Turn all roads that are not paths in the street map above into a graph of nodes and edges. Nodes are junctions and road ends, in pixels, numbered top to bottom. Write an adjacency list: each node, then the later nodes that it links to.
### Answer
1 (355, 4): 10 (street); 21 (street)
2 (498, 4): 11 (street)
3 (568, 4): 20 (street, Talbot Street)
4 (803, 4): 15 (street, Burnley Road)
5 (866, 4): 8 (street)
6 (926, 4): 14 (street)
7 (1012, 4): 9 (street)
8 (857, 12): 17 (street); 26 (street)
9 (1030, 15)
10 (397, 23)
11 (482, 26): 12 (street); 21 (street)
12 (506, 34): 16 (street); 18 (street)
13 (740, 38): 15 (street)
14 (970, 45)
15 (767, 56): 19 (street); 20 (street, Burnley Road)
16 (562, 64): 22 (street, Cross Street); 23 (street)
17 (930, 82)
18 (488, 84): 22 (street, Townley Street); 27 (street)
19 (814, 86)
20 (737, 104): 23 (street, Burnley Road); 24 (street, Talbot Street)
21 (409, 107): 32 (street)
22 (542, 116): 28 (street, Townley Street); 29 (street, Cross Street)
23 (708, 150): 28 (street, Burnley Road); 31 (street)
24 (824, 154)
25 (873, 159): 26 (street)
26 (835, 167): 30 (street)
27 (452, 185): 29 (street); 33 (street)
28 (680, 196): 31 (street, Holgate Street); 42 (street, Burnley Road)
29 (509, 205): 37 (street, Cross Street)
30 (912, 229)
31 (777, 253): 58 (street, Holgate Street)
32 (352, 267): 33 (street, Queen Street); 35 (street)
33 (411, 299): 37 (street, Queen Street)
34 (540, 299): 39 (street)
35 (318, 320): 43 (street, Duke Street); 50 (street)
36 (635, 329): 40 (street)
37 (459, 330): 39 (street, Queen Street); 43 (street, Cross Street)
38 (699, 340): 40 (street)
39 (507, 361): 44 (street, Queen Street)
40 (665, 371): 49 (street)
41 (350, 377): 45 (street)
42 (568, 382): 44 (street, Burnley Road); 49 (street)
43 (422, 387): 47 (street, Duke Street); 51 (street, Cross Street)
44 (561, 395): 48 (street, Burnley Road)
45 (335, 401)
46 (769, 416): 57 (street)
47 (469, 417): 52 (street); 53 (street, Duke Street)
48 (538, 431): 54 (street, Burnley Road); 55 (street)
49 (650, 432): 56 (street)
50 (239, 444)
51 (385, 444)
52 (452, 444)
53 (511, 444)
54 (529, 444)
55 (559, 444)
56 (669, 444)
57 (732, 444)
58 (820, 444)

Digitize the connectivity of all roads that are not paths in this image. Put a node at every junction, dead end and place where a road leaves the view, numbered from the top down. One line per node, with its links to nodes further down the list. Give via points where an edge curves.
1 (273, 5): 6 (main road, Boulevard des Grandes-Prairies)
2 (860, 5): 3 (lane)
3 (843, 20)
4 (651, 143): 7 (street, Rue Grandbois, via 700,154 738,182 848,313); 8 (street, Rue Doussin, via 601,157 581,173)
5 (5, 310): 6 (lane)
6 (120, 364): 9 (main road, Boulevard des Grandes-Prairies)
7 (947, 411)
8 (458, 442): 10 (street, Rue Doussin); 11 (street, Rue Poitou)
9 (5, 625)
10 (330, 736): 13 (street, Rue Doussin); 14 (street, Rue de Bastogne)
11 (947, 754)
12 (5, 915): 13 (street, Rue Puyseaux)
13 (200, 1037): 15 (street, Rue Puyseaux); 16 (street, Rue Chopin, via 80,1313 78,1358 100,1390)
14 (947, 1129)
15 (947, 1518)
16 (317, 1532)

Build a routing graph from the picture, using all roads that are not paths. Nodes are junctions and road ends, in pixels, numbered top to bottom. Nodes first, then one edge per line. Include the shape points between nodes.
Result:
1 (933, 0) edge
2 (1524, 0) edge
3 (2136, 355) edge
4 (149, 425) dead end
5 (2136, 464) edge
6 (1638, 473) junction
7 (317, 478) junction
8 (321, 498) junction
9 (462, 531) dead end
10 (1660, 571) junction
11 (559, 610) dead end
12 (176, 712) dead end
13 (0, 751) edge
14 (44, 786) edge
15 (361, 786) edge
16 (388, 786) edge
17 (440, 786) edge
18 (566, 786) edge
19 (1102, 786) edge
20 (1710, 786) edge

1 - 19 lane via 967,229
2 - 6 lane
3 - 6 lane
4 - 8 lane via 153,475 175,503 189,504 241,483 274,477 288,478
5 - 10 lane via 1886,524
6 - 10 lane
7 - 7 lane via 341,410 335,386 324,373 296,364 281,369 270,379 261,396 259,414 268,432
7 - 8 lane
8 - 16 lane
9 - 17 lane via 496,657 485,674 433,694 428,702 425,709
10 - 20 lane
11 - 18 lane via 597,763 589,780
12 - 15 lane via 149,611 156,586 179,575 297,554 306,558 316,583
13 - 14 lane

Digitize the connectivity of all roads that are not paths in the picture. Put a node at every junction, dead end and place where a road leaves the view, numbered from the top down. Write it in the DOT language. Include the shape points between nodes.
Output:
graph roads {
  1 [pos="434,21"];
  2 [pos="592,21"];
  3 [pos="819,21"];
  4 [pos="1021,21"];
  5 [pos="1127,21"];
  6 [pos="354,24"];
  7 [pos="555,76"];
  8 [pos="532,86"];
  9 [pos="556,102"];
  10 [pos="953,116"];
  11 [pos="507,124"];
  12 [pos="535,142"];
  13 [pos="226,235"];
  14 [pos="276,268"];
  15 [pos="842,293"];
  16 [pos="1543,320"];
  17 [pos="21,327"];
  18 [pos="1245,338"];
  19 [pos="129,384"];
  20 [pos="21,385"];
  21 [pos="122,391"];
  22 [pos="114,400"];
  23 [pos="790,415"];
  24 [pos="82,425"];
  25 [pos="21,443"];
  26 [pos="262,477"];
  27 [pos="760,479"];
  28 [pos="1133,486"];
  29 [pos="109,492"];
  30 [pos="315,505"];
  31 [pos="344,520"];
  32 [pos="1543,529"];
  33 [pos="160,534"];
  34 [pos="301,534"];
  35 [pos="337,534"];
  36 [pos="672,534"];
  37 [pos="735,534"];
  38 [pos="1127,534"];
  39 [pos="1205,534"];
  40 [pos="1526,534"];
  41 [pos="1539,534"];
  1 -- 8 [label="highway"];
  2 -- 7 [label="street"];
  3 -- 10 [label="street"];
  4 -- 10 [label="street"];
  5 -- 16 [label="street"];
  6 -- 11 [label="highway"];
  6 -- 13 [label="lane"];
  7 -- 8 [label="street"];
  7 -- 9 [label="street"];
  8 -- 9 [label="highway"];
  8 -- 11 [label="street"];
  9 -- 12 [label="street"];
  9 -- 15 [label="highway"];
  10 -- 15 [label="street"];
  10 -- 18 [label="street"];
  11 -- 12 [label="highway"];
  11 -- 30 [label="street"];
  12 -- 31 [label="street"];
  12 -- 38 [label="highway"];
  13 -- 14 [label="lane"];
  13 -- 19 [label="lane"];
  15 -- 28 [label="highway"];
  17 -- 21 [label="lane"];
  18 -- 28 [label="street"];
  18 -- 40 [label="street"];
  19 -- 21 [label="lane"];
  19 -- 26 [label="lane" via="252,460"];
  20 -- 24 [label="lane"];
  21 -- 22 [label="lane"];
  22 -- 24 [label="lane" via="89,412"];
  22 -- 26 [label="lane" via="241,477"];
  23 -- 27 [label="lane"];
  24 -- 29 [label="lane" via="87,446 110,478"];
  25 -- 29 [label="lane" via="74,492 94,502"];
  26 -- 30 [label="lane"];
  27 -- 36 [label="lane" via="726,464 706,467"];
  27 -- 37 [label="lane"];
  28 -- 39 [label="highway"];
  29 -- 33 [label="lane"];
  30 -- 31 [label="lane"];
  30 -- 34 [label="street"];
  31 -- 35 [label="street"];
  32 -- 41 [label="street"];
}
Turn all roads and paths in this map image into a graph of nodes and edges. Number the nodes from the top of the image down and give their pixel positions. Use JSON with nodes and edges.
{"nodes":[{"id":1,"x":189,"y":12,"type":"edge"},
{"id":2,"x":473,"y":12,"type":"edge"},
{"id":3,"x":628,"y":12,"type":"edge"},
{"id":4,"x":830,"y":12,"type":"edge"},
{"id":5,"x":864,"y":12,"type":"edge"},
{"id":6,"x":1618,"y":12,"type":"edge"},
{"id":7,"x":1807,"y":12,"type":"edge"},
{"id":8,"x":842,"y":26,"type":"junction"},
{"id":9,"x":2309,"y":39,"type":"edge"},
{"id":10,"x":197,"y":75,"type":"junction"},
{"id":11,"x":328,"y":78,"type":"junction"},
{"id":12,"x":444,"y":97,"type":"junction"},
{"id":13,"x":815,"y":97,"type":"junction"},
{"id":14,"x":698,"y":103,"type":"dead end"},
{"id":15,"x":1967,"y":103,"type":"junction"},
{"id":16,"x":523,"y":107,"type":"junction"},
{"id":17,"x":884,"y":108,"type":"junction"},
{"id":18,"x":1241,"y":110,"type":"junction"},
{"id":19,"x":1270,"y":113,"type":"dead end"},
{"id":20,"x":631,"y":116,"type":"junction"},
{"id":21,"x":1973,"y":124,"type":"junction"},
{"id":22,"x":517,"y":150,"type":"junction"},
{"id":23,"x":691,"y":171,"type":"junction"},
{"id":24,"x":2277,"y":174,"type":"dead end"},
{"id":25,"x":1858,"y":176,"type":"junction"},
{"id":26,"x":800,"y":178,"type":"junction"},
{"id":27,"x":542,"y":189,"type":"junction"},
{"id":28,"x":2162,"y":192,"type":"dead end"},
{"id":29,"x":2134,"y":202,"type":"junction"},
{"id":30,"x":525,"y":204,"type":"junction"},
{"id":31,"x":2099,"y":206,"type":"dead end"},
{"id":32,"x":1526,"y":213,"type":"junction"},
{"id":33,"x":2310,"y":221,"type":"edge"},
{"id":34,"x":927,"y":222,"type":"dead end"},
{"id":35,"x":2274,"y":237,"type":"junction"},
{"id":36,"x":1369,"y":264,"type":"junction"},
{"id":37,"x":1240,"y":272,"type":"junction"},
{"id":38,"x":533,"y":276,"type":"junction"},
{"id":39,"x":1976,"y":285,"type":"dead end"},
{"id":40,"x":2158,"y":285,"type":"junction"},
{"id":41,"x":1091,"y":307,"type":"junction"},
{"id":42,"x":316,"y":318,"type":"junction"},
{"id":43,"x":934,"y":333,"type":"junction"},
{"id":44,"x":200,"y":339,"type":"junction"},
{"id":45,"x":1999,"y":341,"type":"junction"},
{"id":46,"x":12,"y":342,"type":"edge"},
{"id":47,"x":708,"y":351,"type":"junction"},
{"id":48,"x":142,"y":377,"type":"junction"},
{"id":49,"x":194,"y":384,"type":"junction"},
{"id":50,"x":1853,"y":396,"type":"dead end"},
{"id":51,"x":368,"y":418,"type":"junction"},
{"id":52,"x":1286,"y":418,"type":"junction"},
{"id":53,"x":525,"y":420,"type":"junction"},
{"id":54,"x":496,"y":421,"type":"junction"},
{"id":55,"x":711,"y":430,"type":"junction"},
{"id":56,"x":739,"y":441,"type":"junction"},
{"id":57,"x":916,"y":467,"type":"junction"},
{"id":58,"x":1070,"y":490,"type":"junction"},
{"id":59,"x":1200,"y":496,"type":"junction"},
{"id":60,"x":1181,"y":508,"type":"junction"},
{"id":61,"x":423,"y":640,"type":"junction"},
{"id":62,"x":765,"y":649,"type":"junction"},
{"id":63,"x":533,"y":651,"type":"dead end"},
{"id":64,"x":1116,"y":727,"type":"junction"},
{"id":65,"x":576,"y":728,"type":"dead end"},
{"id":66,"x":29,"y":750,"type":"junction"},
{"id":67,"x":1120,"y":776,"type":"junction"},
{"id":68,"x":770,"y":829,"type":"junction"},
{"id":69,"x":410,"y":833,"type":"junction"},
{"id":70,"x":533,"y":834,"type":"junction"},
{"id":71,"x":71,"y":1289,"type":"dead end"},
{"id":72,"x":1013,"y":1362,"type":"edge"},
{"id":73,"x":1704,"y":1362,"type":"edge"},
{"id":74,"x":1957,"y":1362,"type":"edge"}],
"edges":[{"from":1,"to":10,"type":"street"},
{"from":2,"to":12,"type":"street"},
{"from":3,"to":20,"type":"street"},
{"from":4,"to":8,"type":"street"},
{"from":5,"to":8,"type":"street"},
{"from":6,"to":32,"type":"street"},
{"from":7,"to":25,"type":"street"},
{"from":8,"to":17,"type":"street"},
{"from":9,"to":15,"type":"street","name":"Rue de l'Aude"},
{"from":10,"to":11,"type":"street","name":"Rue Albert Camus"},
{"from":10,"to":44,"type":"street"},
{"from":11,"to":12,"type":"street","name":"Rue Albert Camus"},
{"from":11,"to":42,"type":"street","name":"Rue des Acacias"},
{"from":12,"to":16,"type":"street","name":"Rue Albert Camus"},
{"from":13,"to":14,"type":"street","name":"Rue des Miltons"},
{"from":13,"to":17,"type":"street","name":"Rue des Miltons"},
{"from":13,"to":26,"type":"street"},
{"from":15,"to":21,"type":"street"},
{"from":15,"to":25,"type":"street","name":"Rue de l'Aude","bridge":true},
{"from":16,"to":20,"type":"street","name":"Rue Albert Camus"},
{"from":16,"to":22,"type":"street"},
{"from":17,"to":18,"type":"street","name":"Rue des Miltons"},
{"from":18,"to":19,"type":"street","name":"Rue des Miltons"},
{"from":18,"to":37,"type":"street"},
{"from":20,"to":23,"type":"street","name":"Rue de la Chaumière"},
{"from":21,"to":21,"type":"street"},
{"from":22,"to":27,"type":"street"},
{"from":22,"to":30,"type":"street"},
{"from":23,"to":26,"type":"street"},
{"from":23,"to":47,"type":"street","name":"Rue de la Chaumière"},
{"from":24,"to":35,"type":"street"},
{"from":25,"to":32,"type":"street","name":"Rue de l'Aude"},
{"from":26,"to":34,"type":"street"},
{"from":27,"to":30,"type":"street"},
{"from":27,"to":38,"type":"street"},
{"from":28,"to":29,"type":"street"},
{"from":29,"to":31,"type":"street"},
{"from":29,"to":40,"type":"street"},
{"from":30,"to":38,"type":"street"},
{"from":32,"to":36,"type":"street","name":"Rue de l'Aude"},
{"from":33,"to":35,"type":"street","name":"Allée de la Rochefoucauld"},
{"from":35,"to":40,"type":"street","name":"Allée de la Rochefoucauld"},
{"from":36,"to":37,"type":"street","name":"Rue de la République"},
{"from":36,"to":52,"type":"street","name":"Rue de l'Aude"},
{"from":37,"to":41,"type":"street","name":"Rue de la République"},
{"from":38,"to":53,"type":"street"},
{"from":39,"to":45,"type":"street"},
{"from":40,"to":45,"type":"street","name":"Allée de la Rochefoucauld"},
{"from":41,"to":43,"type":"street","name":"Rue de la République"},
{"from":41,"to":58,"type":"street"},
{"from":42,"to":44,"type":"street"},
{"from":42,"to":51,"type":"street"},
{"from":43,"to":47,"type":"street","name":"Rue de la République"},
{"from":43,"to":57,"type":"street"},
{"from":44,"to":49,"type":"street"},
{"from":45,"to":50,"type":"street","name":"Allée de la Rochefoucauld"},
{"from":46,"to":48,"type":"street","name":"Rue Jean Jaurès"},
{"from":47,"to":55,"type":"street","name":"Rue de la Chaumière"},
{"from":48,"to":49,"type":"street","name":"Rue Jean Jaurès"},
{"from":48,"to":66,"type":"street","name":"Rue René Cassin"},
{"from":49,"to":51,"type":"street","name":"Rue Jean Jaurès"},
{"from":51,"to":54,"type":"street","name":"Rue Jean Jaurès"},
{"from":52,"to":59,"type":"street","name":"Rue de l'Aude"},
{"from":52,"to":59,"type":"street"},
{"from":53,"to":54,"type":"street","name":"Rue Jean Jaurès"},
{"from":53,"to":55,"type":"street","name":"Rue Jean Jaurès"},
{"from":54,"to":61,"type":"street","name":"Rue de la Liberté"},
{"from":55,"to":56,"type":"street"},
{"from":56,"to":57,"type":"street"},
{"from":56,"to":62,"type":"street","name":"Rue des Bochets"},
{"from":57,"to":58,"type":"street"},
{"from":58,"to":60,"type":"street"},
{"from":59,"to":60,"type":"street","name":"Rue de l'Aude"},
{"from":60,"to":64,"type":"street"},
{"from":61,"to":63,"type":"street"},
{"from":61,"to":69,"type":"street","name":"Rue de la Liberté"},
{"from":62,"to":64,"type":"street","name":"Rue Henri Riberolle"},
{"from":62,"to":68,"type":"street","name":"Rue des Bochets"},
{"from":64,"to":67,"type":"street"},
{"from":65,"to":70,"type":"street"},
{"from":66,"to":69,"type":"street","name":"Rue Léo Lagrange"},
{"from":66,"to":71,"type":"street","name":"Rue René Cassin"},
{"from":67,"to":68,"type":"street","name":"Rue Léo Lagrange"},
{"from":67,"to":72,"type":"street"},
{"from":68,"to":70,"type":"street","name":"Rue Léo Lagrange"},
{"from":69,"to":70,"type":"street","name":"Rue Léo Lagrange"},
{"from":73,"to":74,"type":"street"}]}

* **Exercise**
State how many lines in the listing above contain "Holgate". Nothing else is needed.

* **Worked solution**
2